A nonuniformly charged ring is kept near an uncharged conducting solid sphere. The distance between their centres (which are on the same line normal to the plane of the ring) is 3m and their radius is 4m. If total charge on the ring is `1muC`, then the potential of the sphere will be

To solve the problem, we need to find the potential of an uncharged conducting solid sphere when placed near a nonuniformly charged ring. Here are the steps to arrive at the solution: ### Step 1: Understand the Configuration We have a nonuniformly charged ring with a total charge \( Q = 1 \mu C = 1 \times 10^{-6} C \) and a conducting solid sphere that is uncharged. The distance between the centers of the ring and the sphere is \( d = 3 m \), and the radius of the ring is \( R = 4 m \). ### Step 2: Determine the Distance from the Ring to the Sphere Since the distance between the centers is given as \( 3 m \) and the radius of the ring is \( 4 m \), we can visualize that the closest point of the ring to the sphere is at a distance of \( d - R = 3 m - 4 m = -1 m \).
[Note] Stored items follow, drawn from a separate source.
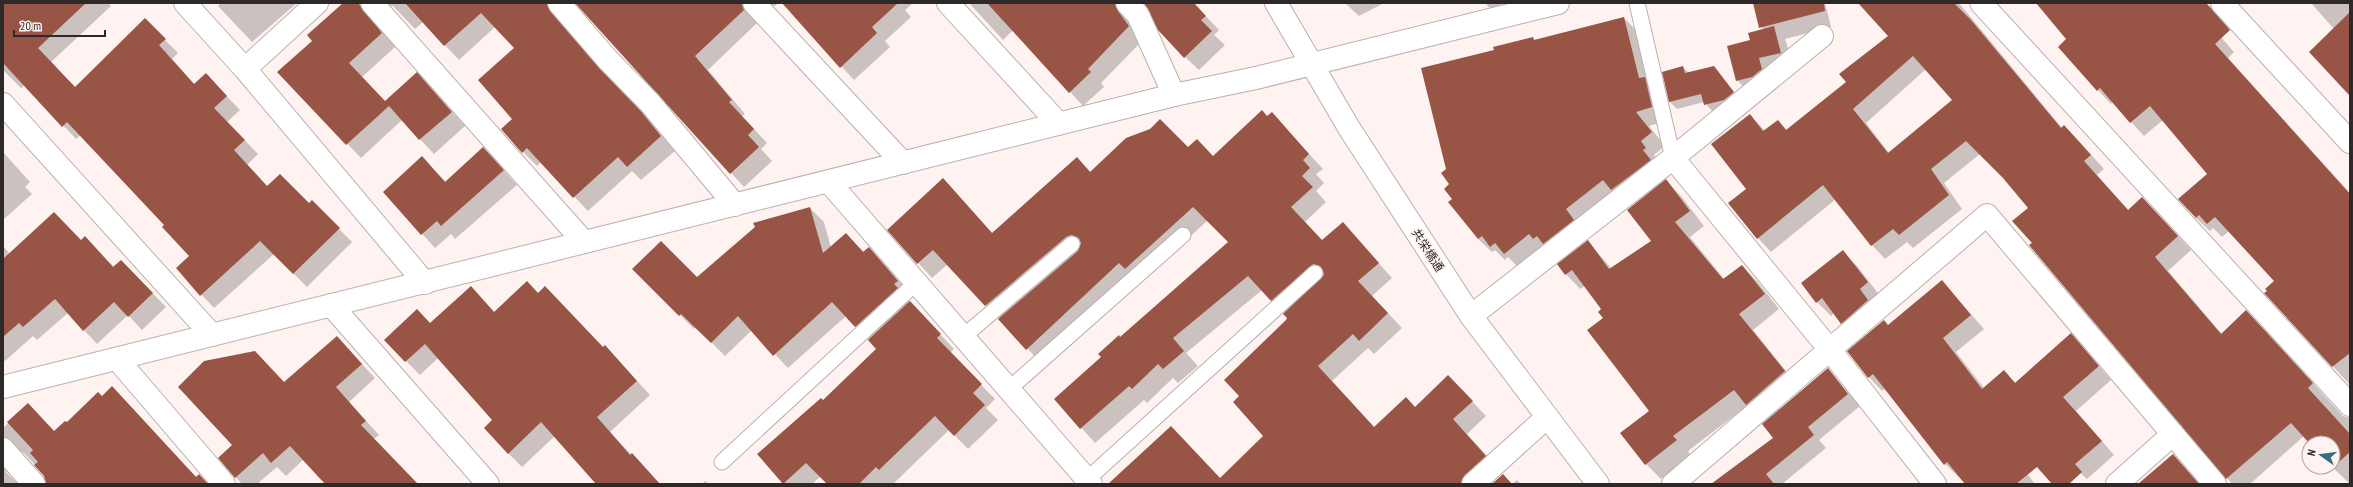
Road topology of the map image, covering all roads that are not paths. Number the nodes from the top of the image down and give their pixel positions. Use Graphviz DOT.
graph roads {
  1 [pos="185,3"];
  2 [pos="317,3"];
  3 [pos="372,3"];
  4 [pos="559,3"];
  5 [pos="754,3"];
  6 [pos="948,3"];
  7 [pos="1127,3"];
  8 [pos="1276,3"];
  9 [pos="1637,3"];
  10 [pos="1981,3"];
  11 [pos="2222,3"];
  12 [pos="1547,4"];
  13 [pos="1822,36"];
  14 [pos="1311,64"];
  15 [pos="245,70"];
  16 [pos="1174,96"];
  17 [pos="3,104"];
  18 [pos="1059,124"];
  19 [pos="2350,142"];
  20 [pos="1673,158"];
  21 [pos="903,163"];
  22 [pos="829,182"];
  23 [pos="735,205"];
  24 [pos="1183,234"];
  25 [pos="584,242"];
  26 [pos="1072,244"];
  27 [pos="1315,273"];
  28 [pos="425,282"];
  29 [pos="917,282"];
  30 [pos="331,305"];
  31 [pos="1471,316"];
  32 [pos="212,335"];
  33 [pos="964,336"];
  34 [pos="1830,350"];
  35 [pos="117,359"];
  36 [pos="3,387"];
  37 [pos="1009,389"];
  38 [pos="2350,405"];
  39 [pos="1547,418"];
  40 [pos="2172,434"];
  41 [pos="3,449"];
  42 [pos="722,462"];
  43 [pos="1087,482"];
  44 [pos="34,484"];
  45 [pos="224,484"];
  46 [pos="488,484"];
  47 [pos="1473,484"];
  48 [pos="1598,484"];
  49 [pos="1673,484"];
  50 [pos="1935,484"];
  51 [pos="2117,484"];
  52 [pos="2215,484"];
  1 -- 15 [label="street"];
  2 -- 15 [label="street"];
  3 -- 25 [label="street"];
  4 -- 23 [label="street"];
  5 -- 21 [label="street"];
  6 -- 18 [label="street"];
  7 -- 16 [label="street"];
  8 -- 14 [label="street, 共栄橋通"];
  9 -- 20 [label="lane"];
  10 -- 38 [label="street"];
  11 -- 19 [label="street"];
  12 -- 14 [label="street"];
  13 -- 20 [label="street"];
  14 -- 16 [label="street"];
  14 -- 31 [label="street, 共栄橋通"];
  15 -- 28 [label="street"];
  16 -- 18 [label="street"];
  17 -- 32 [label="street"];
  18 -- 21 [label="street"];
  20 -- 31 [label="street"];
  20 -- 34 [label="street"];
  21 -- 22 [label="street"];
  22 -- 23 [label="street"];
  22 -- 29 [label="street"];
  23 -- 25 [label="street"];
  24 -- 37 [label="lane"];
  25 -- 28 [label="street"];
  26 -- 33 [label="lane"];
  27 -- 43 [label="lane"];
  28 -- 30 [label="street"];
  29 -- 33 [label="street"];
  29 -- 42 [label="lane"];
  30 -- 32 [label="street"];
  30 -- 46 [label="street"];
  31 -- 39 [label="street, 共栄橋通"];
  32 -- 35 [label="street"];
  33 -- 37 [label="street"];
  34 -- 40 [label="street"];
  34 -- 49 [label="street"];
  34 -- 50 [label="street"];
  35 -- 36 [label="street"];
  35 -- 45 [label="street"];
  37 -- 43 [label="street"];
  39 -- 47 [label="street"];
  39 -- 48 [label="street, 共栄橋通"];
  40 -- 51 [label="street"];
  40 -- 52 [label="street"];
  41 -- 44 [label="street"];
}
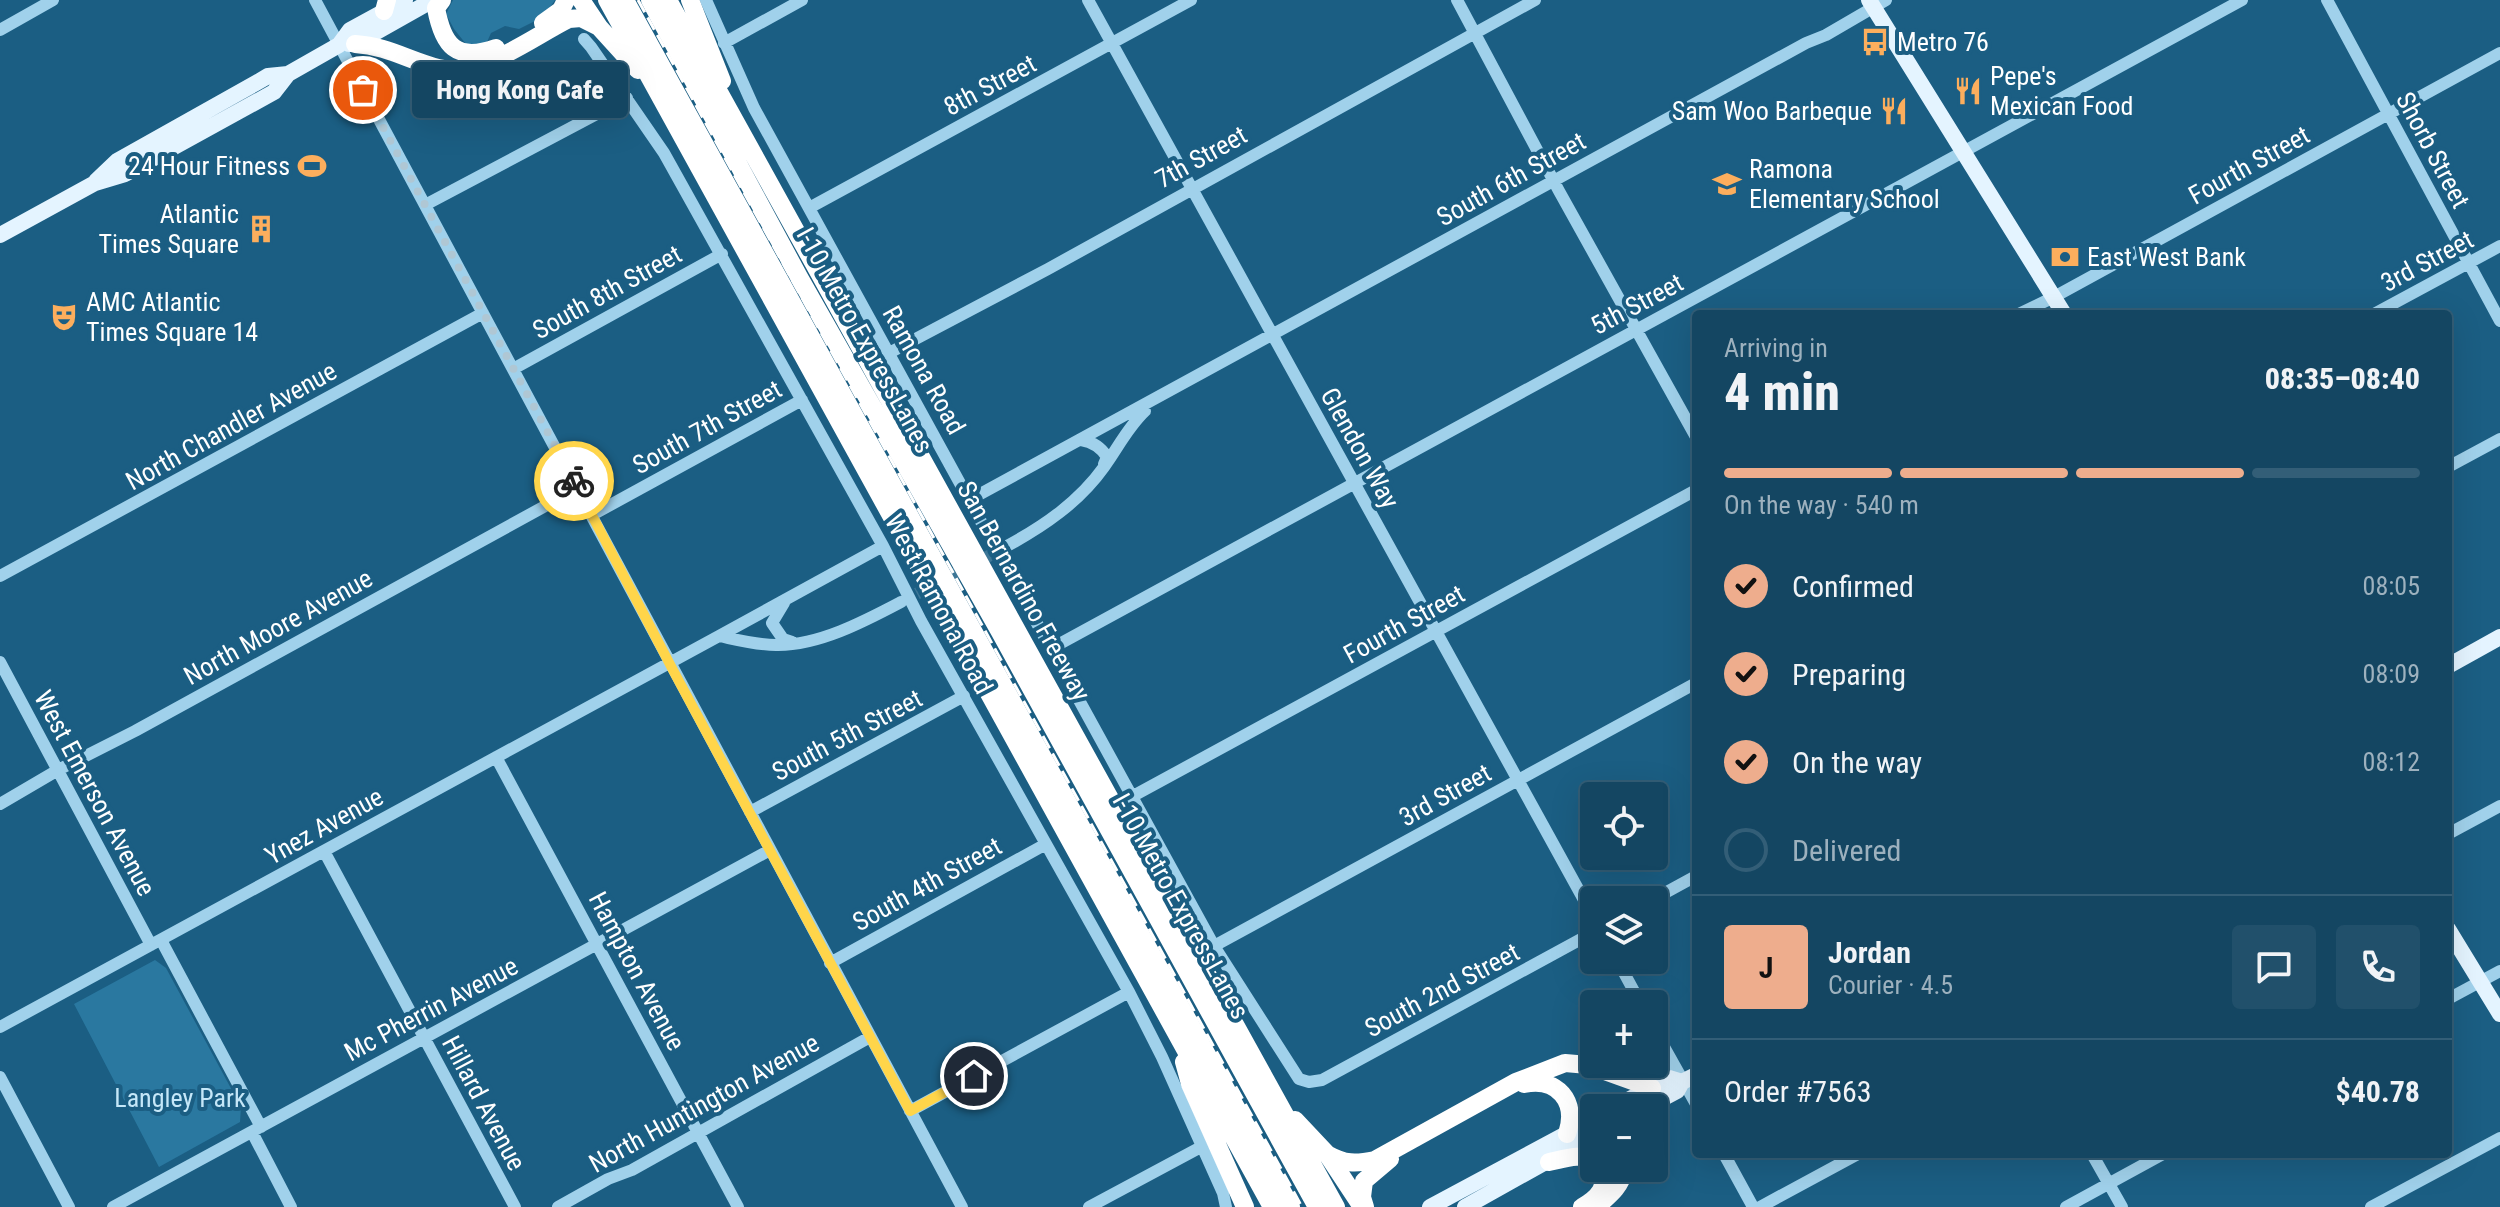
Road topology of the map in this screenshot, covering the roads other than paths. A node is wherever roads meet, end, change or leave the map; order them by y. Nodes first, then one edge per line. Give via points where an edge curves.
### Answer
1 (53, 0) edge
2 (315, 0) edge
3 (405, 0) edge
4 (433, 0) edge
5 (442, 0) edge
6 (566, 0) edge
7 (581, 0) edge
8 (607, 0) edge
9 (625, 0) edge
10 (650, 0) edge
11 (668, 0) edge
12 (690, 0) edge
13 (706, 0) edge
14 (802, 0) edge
15 (1088, 0) edge
16 (1191, 0) edge
17 (1457, 0) edge
18 (1535, 0) edge
19 (2242, 0) edge
20 (2327, 0) edge
21 (1876, 2) edge
22 (386, 6) edge
23 (599, 27) junction
24 (0, 30) edge
25 (1474, 33) junction
26 (584, 39) dead end
27 (724, 43) junction
28 (347, 44) junction
29 (1113, 44) junction
30 (2500, 53) edge
31 (654, 87) junction
32 (627, 98) junction
33 (2388, 114) junction
34 (741, 133) junction
35 (1963, 151) junction
36 (1554, 180) junction
37 (1192, 188) junction
38 (425, 205) junction
39 (809, 208) junction
40 (0, 235) edge
41 (2500, 246) edge
42 (722, 254) junction
43 (2468, 263) junction
44 (2054, 297) junction
45 (2027, 310) edge
46 (2062, 310) edge
47 (2381, 310) edge
48 (483, 313) junction
49 (2500, 321) edge
50 (1636, 329) junction
51 (1273, 334) junction
52 (889, 353) junction
53 (513, 369) junction
54 (1158, 397) junction
55 (802, 400) junction
56 (1692, 430) edge
57 (2500, 439) edge
58 (1081, 440) junction
59 (2452, 465) edge
60 (1102, 471) junction
61 (1355, 484) junction
62 (578, 488) junction
63 (1692, 492) edge
64 (971, 499) junction
65 (592, 515) junction
66 (883, 546) junction
67 (1007, 546) tunnel mouth
68 (0, 576) edge
69 (786, 599) junction
70 (901, 602) tunnel mouth
71 (1436, 632) junction
72 (719, 636) junction
73 (2500, 637) edge
74 (795, 643) junction
75 (1052, 648) junction
76 (0, 662) edge
77 (669, 663) junction
78 (2452, 664) edge
79 (1692, 685) edge
80 (964, 696) junction
81 (496, 757) junction
82 (58, 770) junction
83 (1518, 780) junction
84 (1133, 796) junction
85 (0, 804) edge
86 (2500, 806) edge
87 (750, 812) junction
88 (2452, 832) edge
89 (1046, 844) junction
90 (770, 850) junction
91 (324, 851) junction
92 (1692, 878) edge
93 (1668, 891) edge
94 (1580, 893) edge
95 (2452, 936) edge
96 (1580, 940) edge
97 (156, 942) junction
98 (597, 944) junction
99 (1214, 946) junction
100 (830, 963) junction
101 (2500, 971) edge
102 (2480, 981) junction
103 (1129, 992) junction
104 (2452, 997) edge
105 (2500, 1014) edge
106 (0, 1027) edge
107 (1177, 1034) junction
108 (870, 1037) junction
109 (424, 1038) junction
110 (1668, 1049) edge
111 (0, 1077) edge
112 (1689, 1078) edge
113 (1309, 1082) joint
114 (1652, 1088) junction
115 (1640, 1094) edge
116 (1668, 1096) edge
117 (1275, 1097) junction
118 (910, 1111) junction
119 (1580, 1127) edge
120 (256, 1130) junction
121 (699, 1133) junction
122 (1567, 1134) junction
123 (2500, 1138) edge
124 (1580, 1143) edge
125 (1201, 1147) junction
126 (1327, 1154) junction
127 (1580, 1157) edge
128 (1726, 1158) edge
129 (1851, 1158) edge
130 (2094, 1158) edge
131 (2155, 1158) edge
132 (1549, 1162) junction
133 (1232, 1182) junction
134 (1605, 1182) edge
135 (1621, 1182) edge
136 (2108, 1183) junction
137 (69, 1207) edge
138 (113, 1207) edge
139 (291, 1207) edge
140 (515, 1207) edge
141 (558, 1207) edge
142 (738, 1207) edge
143 (962, 1207) edge
144 (1089, 1207) edge
145 (1226, 1207) edge
146 (1238, 1207) edge
147 (1245, 1207) edge
148 (1272, 1207) edge
149 (1291, 1207) edge
150 (1317, 1207) edge
151 (1336, 1207) edge
152 (1364, 1207) edge
153 (1430, 1207) edge
154 (1465, 1207) edge
155 (1582, 1207) edge
156 (1596, 1207) edge
157 (1753, 1207) edge
158 (1760, 1207) edge
159 (2066, 1207) edge
160 (2122, 1207) edge
161 (2371, 1207) edge

1 - 24 street
2 - 28 street
3 - 22 main road
4 - 28 main road
5 - 6 highway via 436,8 442,34 465,54 478,55 550,19
7 - 23 highway
8 - 31 highway
9 - 149 highway, I-10 Metro ExpressLanes
10 - 150 highway, I-10 Metro ExpressLanes
11 - 34 highway, San Bernardino Freeway
12 - 34 highway
13 - 27 street, Ramona Road
14 - 27 street
15 - 29 street, Glendon Way
16 - 29 street, 8th Street
17 - 25 street
18 - 25 street, 7th Street
19 - 35 street, 5th Street
20 - 33 street, Shorb Street
21 - 35 main road
21 - 36 street, South 6th Street via 1833,31
22 - 28 main road via 350,30
23 - 28 highway via 581,18 569,19 465,69 439,68 376,45
23 - 31 highway
25 - 36 street
25 - 37 street, 7th Street
26 - 32 street, West Ramona Road
27 - 39 street, Ramona Road
28 - 38 street
28 - 40 main road via 288,74 268,76
29 - 37 street, Glendon Way
29 - 39 street, 8th Street
30 - 33 street, Fourth Street
31 - 107 highway
32 - 38 street
32 - 42 street, West Ramona Road
33 - 43 street, Shorb Street
33 - 44 street, Fourth Street
34 - 117 highway, San Bernardino Freeway
35 - 44 main road
35 - 50 street, 5th Street
36 - 50 street
36 - 51 street, South 6th Street
37 - 51 street, Glendon Way
37 - 52 street, 7th Street
38 - 48 street
39 - 52 street, Ramona Road
41 - 43 street, 3rd Street
42 - 53 street, South 8th Street
42 - 55 street, West Ramona Road
43 - 47 street, 3rd Street
43 - 49 street, Shorb Street
44 - 45 street, Fourth Street
44 - 46 main road
48 - 53 street
48 - 68 street, North Chandler Avenue
50 - 56 street
50 - 61 street, 5th Street
51 - 54 street, South 6th Street
51 - 61 street, Glendon Way
52 - 64 street, Ramona Road
53 - 62 street
54 - 58 street, South 6th Street
54 - 60 street, South 6th Street via 1129,426
55 - 65 street, South 7th Street
55 - 66 street, West Ramona Road
57 - 59 street
58 - 60 street via 1103,450 1107,457
58 - 64 street, South 6th Street
60 - 67 street, South 6th Street via 1054,518
61 - 71 street, Glendon Way
61 - 75 street, 5th Street
62 - 65 street
62 - 82 street, North Moore Avenue
63 - 71 street, Fourth Street
64 - 75 street, Ramona Road
65 - 77 street
66 - 69 street
66 - 80 street, West Ramona Road
69 - 72 street
69 - 74 street via 772,623 783,639
70 - 74 street via 856,625
71 - 83 street, Glendon Way
71 - 84 street, Fourth Street
72 - 74 street
72 - 77 street
73 - 78 main road
75 - 84 street, Ramona Road
76 - 82 street, West Emerson Avenue
77 - 81 street, Ynez Avenue
77 - 87 street
79 - 83 street, 3rd Street
80 - 87 street, South 5th Street
80 - 89 street, West Ramona Road
81 - 91 street, Ynez Avenue
81 - 98 street, Hampton Avenue
82 - 85 street, North Moore Avenue
82 - 97 street, West Emerson Avenue
83 - 94 street, Glendon Way
83 - 99 street, 3rd Street
84 - 99 street, Ramona Road
86 - 88 street
87 - 90 street
89 - 100 street, South 4th Street
89 - 103 street, West Ramona Road
90 - 98 street, Mc Pherrin Avenue
90 - 100 street
91 - 97 street, Ynez Avenue
91 - 109 street, Hillard Avenue
92 - 93 street
95 - 102 main road
96 - 113 street, South 2nd Street via 1322,1080
97 - 106 street, Ynez Avenue
97 - 120 street, West Emerson Avenue
98 - 109 street, Mc Pherrin Avenue
98 - 121 street, Hampton Avenue
99 - 113 street, Ramona Road via 1299,1079
100 - 108 street
101 - 102 street
102 - 104 street
102 - 105 main road
103 - 118 street
103 - 125 street, West Ramona Road
107 - 133 highway via 1190,1084
107 - 148 highway
108 - 118 street
108 - 121 street, North Huntington Avenue
109 - 120 street, Mc Pherrin Avenue
109 - 140 street, Hillard Avenue
110 - 112 street
111 - 137 street
112 - 114 main road via 1669,1078
112 - 116 main road
114 - 115 main road
114 - 126 highway via 1588,1065 1565,1063 1516,1082 1375,1160 1343,1163
117 - 126 highway
117 - 151 highway, San Bernardino Freeway
118 - 143 street
119 - 122 main road
120 - 138 street, Mc Pherrin Avenue
120 - 139 street, West Emerson Avenue
121 - 141 street, North Huntington Avenue
121 - 142 street, Hampton Avenue
122 - 152 highway via 1571,1118 1563,1094 1539,1081 1523,1084 1371,1172 1364,1181
122 - 153 main road
123 - 161 street
124 - 132 main road
125 - 144 street
125 - 145 street, West Ramona Road
126 - 152 highway
127 - 132 highway
128 - 157 street
129 - 158 street
130 - 136 street
131 - 136 street
132 - 154 main road
133 - 146 highway
133 - 147 highway
134 - 155 highway
135 - 156 highway
136 - 159 street
136 - 160 street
However, this indicates that the ring is actually further away from the sphere than its radius, so we will consider the distance from the center of the ring to the surface of the sphere. ### Step 3: Calculate the Effective Distance The effective distance from the ring to the surface of the sphere is: \[ D = d + R = 3 m + 4 m = 7 m \] ### Step 4: Use the Formula for Electric Potential The potential \( V \) at a point due to a point charge is given by: \[ V = \frac{1}{4 \pi \epsilon_0} \cdot \frac{Q}{r} \] where \( r \) is the distance from the charge to the point where the potential is being calculated, and \( \epsilon_0 \) is the permittivity of free space, approximately \( 8.85 \times 10^{-12} \, C^2/(N \cdot m^2) \). ### Step 5: Substitute Values into the Formula Substituting \( Q = 1 \times 10^{-6} C \) and \( r = 7 m \): \[ V = \frac{1}{4 \pi (8.85 \times 10^{-12})} \cdot \frac{1 \times 10^{-6}}{7} \] ### Step 6: Calculate the Numerical Value Calculating \( \frac{1}{4 \pi (8.85 \times 10^{-12})} \): \[ \frac{1}{4 \pi (8.85 \times 10^{-12})} \approx 9 \times 10^9 \, N \cdot m^2/C^2 \] Now substituting this into the potential formula: \[ V \approx 9 \times 10^9 \cdot \frac{1 \times 10^{-6}}{7} \approx \frac{9 \times 10^3}{7} \approx 1285.71 \, V \] ### Step 7: Convert to Kilovolts To express the potential in kilovolts: \[ V \approx 1.28571 \, kV \approx 1.29 \, kV \] ### Conclusion The potential of the sphere due to the charged ring is approximately **1.29 kV**.